> Information shown
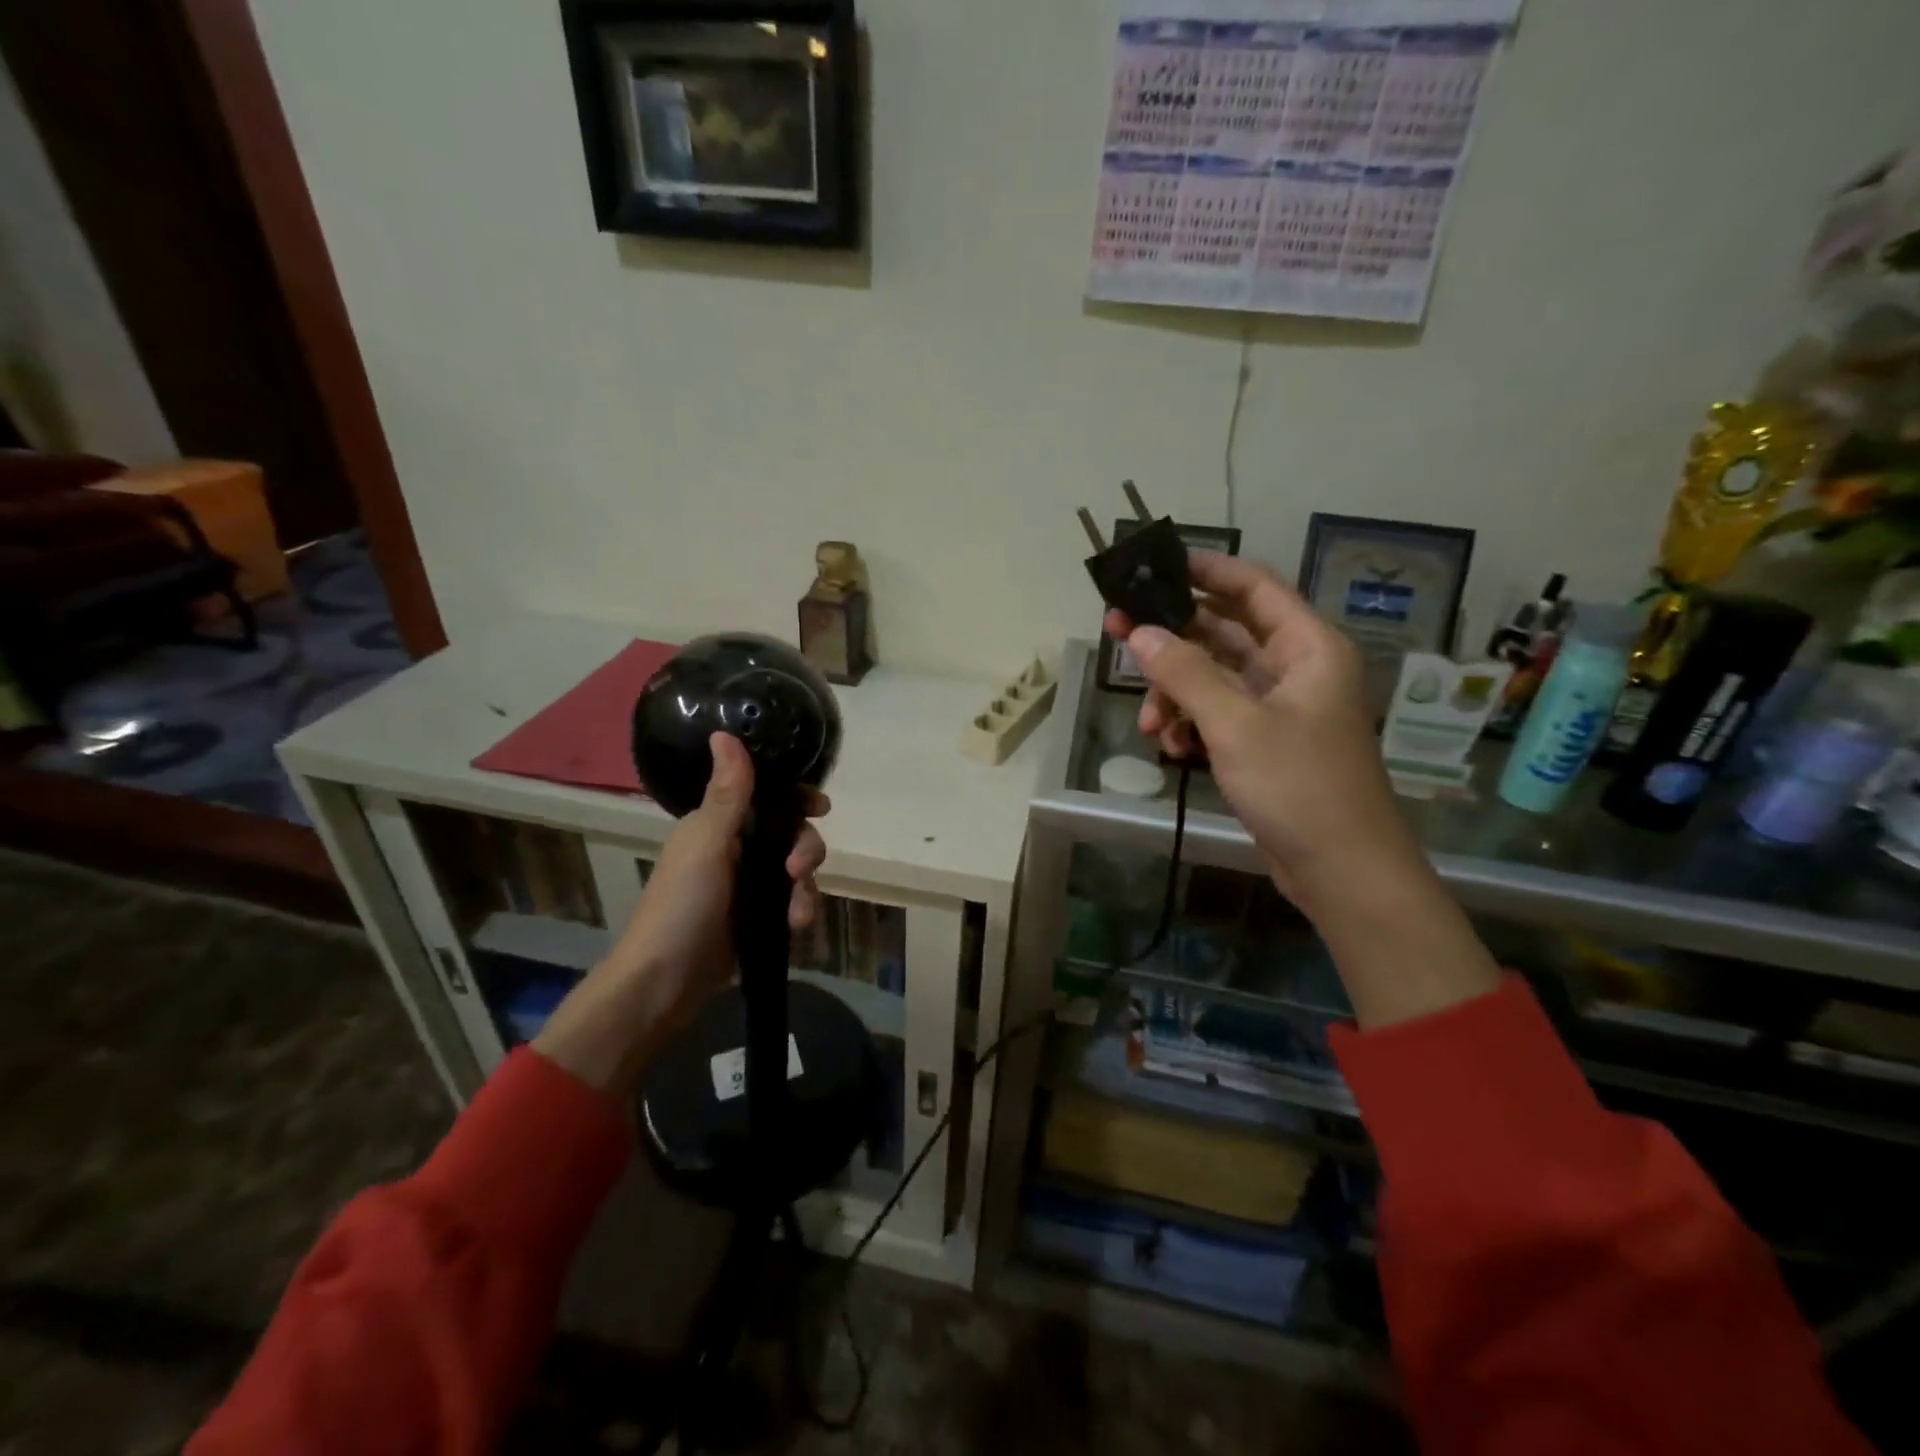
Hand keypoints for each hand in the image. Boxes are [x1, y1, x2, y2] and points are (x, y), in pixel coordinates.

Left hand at [534, 733, 827, 1096]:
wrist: (664, 982)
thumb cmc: (682, 905)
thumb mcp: (708, 845)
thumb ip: (728, 793)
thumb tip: (724, 732)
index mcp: (718, 825)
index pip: (767, 796)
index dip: (797, 796)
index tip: (820, 805)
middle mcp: (735, 849)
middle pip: (790, 832)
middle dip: (804, 847)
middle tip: (799, 868)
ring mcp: (747, 885)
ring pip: (796, 869)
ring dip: (805, 885)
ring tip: (797, 910)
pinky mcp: (757, 917)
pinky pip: (792, 901)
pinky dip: (799, 909)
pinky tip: (796, 926)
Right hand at [1107, 553, 1499, 1027]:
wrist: (1343, 872)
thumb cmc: (1299, 787)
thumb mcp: (1235, 724)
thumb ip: (1185, 673)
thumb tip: (1140, 633)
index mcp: (1309, 647)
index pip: (1253, 587)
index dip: (1205, 570)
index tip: (1154, 566)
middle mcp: (1297, 668)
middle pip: (1224, 633)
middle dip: (1173, 639)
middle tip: (1118, 635)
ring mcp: (1281, 708)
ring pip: (1214, 679)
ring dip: (1175, 693)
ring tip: (1149, 723)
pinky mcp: (1266, 743)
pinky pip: (1218, 715)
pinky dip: (1190, 724)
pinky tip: (1170, 747)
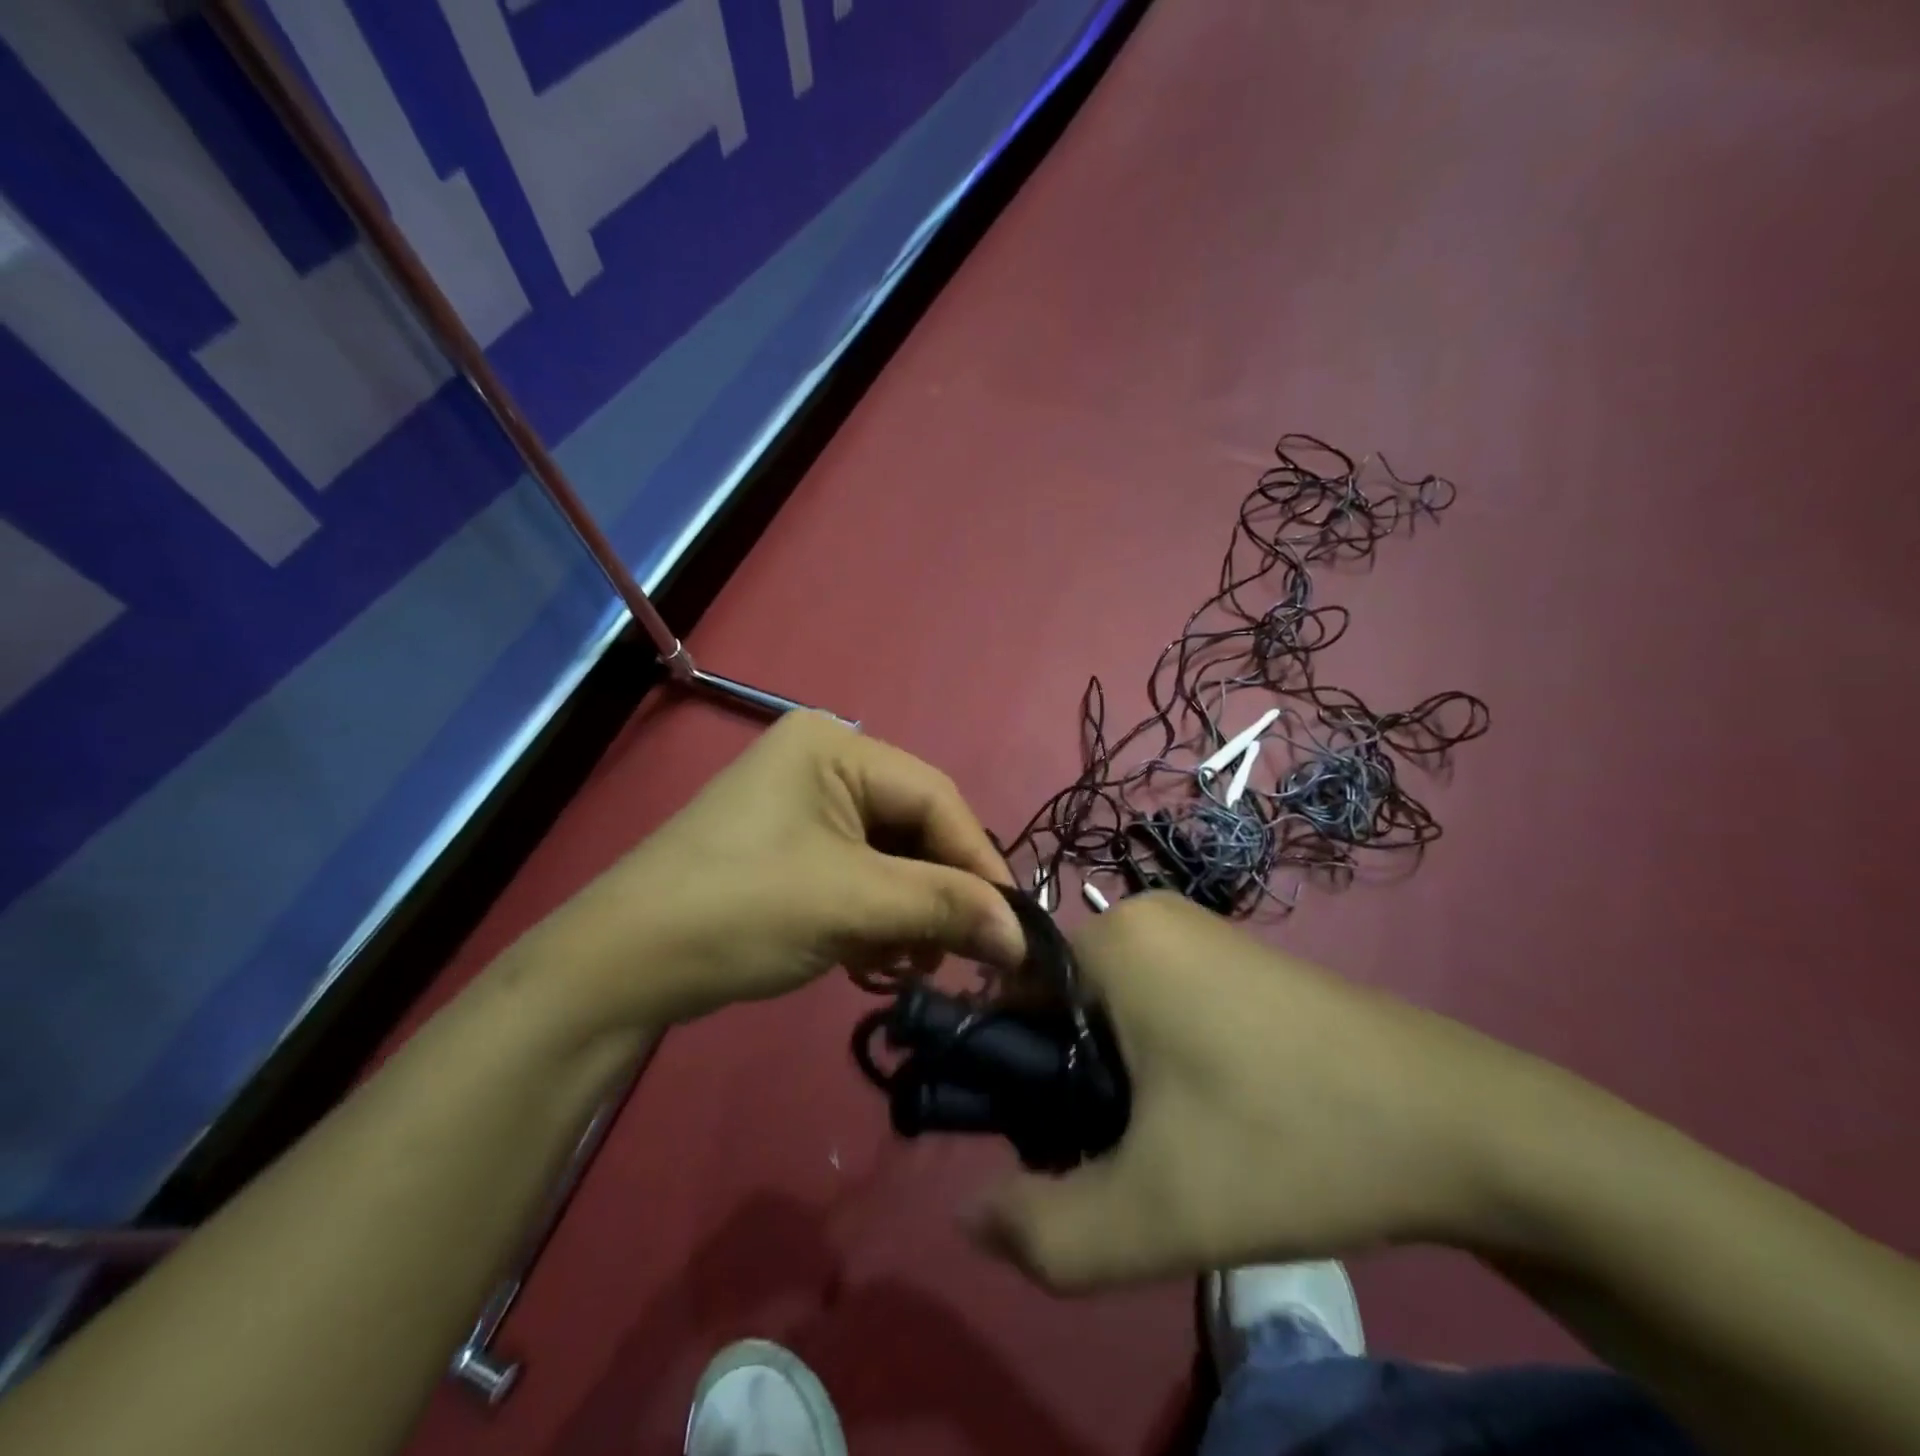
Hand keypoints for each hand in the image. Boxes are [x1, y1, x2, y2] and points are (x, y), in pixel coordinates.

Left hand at [513, 713, 1024, 1032]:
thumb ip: (945, 908)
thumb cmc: (741, 910)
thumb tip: (1023, 937)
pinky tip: (869, 959)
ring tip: (905, 964)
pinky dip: (874, 917)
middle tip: (958, 954)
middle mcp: (823, 762)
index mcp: (835, 746)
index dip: (978, 863)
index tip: (1013, 927)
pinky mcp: (790, 848)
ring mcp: (803, 806)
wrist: (620, 966)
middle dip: (938, 894)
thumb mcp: (854, 904)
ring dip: (907, 913)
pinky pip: (858, 875)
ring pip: (890, 857)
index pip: (936, 798)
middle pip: (914, 828)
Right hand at [971, 893, 1551, 1288]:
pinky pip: (1157, 1002)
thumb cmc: (1291, 1141)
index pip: (1008, 994)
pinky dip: (1156, 1060)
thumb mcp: (1156, 1212)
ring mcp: (1197, 931)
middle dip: (1067, 1085)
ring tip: (1168, 1150)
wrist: (1465, 1126)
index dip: (1011, 1076)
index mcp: (1112, 939)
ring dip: (1112, 1080)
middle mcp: (1145, 915)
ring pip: (1109, 1009)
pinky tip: (1210, 1118)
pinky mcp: (1236, 957)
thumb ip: (1045, 1232)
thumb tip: (969, 1217)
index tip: (1051, 1144)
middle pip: (1059, 1004)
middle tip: (1118, 1161)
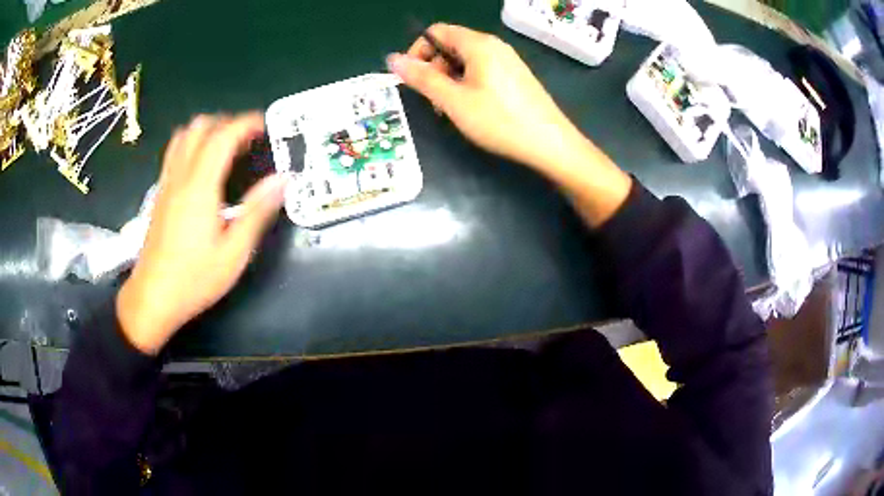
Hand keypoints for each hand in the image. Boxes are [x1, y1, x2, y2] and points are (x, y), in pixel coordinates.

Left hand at [117, 113, 287, 354]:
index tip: (266, 125)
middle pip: (200, 127)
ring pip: (183, 136)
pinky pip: (174, 152)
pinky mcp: (159, 194)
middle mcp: (180, 176)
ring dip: (207, 130)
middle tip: (247, 138)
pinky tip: (203, 166)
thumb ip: (257, 211)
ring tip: (226, 147)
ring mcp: (166, 184)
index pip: (223, 136)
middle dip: (227, 122)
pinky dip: (192, 144)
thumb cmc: (194, 278)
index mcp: (200, 186)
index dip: (246, 123)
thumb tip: (283, 179)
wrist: (152, 297)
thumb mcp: (234, 252)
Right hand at [386, 23, 584, 173]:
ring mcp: (507, 61)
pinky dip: (467, 85)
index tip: (412, 79)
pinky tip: (472, 110)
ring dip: (449, 81)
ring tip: (452, 110)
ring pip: (465, 61)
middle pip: (450, 46)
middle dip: (434, 69)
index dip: (417, 51)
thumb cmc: (500, 120)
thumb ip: (422, 78)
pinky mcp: (515, 76)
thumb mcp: (454, 100)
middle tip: (434, 101)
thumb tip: (392, 59)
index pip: (436, 32)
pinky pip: (482, 72)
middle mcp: (493, 46)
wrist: (551, 144)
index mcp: (478, 44)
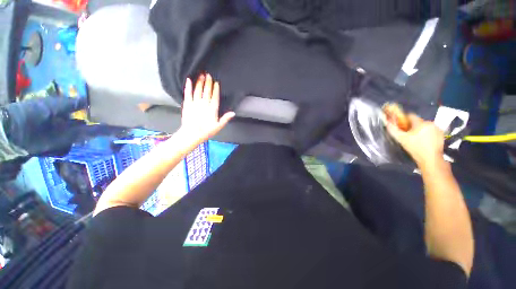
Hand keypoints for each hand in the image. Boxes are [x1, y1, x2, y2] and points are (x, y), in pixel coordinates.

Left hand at [178, 74, 234, 144]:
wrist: (192, 134)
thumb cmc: (206, 131)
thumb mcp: (218, 126)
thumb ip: (225, 118)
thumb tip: (233, 113)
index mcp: (212, 109)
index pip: (215, 97)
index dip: (215, 89)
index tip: (216, 82)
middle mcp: (204, 104)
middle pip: (207, 91)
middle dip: (208, 83)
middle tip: (208, 74)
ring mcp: (195, 103)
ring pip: (198, 90)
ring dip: (200, 82)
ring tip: (201, 75)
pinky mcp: (187, 104)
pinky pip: (188, 93)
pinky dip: (188, 86)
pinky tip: (189, 80)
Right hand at [386, 114, 444, 166]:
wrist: (431, 159)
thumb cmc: (415, 149)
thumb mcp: (401, 139)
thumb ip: (393, 130)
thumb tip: (387, 123)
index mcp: (421, 123)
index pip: (410, 116)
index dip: (403, 120)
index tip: (400, 126)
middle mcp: (431, 123)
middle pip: (418, 122)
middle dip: (412, 127)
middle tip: (407, 135)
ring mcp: (437, 129)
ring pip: (424, 126)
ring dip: (419, 130)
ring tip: (416, 139)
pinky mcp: (441, 135)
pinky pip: (431, 131)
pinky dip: (427, 134)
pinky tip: (423, 141)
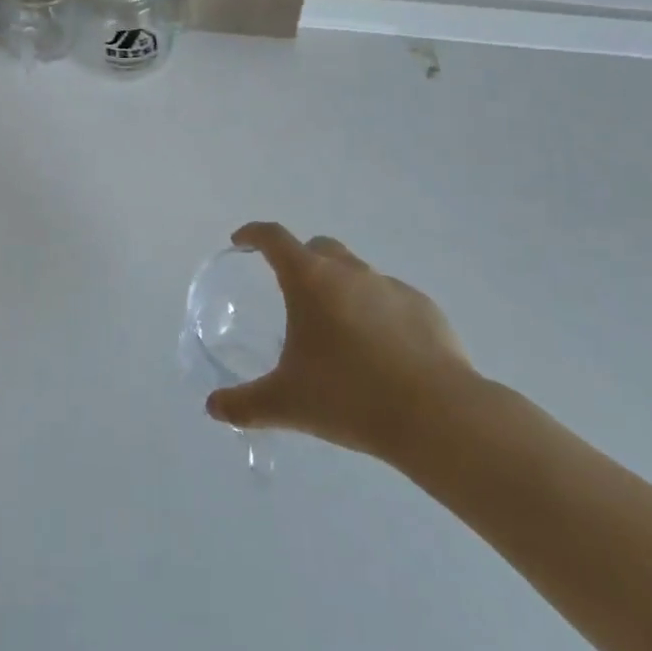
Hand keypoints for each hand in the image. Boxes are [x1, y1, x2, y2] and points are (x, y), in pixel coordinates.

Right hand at [205, 222, 479, 465]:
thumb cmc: (349, 396)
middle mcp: (349, 271)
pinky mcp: (425, 308)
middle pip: (318, 247)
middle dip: (301, 259)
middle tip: (292, 293)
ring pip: (357, 273)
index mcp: (310, 279)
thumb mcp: (287, 404)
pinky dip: (378, 313)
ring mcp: (390, 286)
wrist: (437, 415)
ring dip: (341, 288)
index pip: (273, 238)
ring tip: (339, 332)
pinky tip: (382, 353)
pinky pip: (391, 300)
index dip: (253, 234)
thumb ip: (245, 404)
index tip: (241, 242)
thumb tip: (213, 408)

> Activity
Find every line in the records above that contains the word "Right", and copy each one.

> The completed task
Right hand at [1107, 553, 1499, 1027]:
Right hand at [971, 893, 1551, 1288]:
Right hand at [386, 23, 584, 173]:
Right hand at [386, 114, 444, 166]:
Right hand at [205, 222, 479, 465]:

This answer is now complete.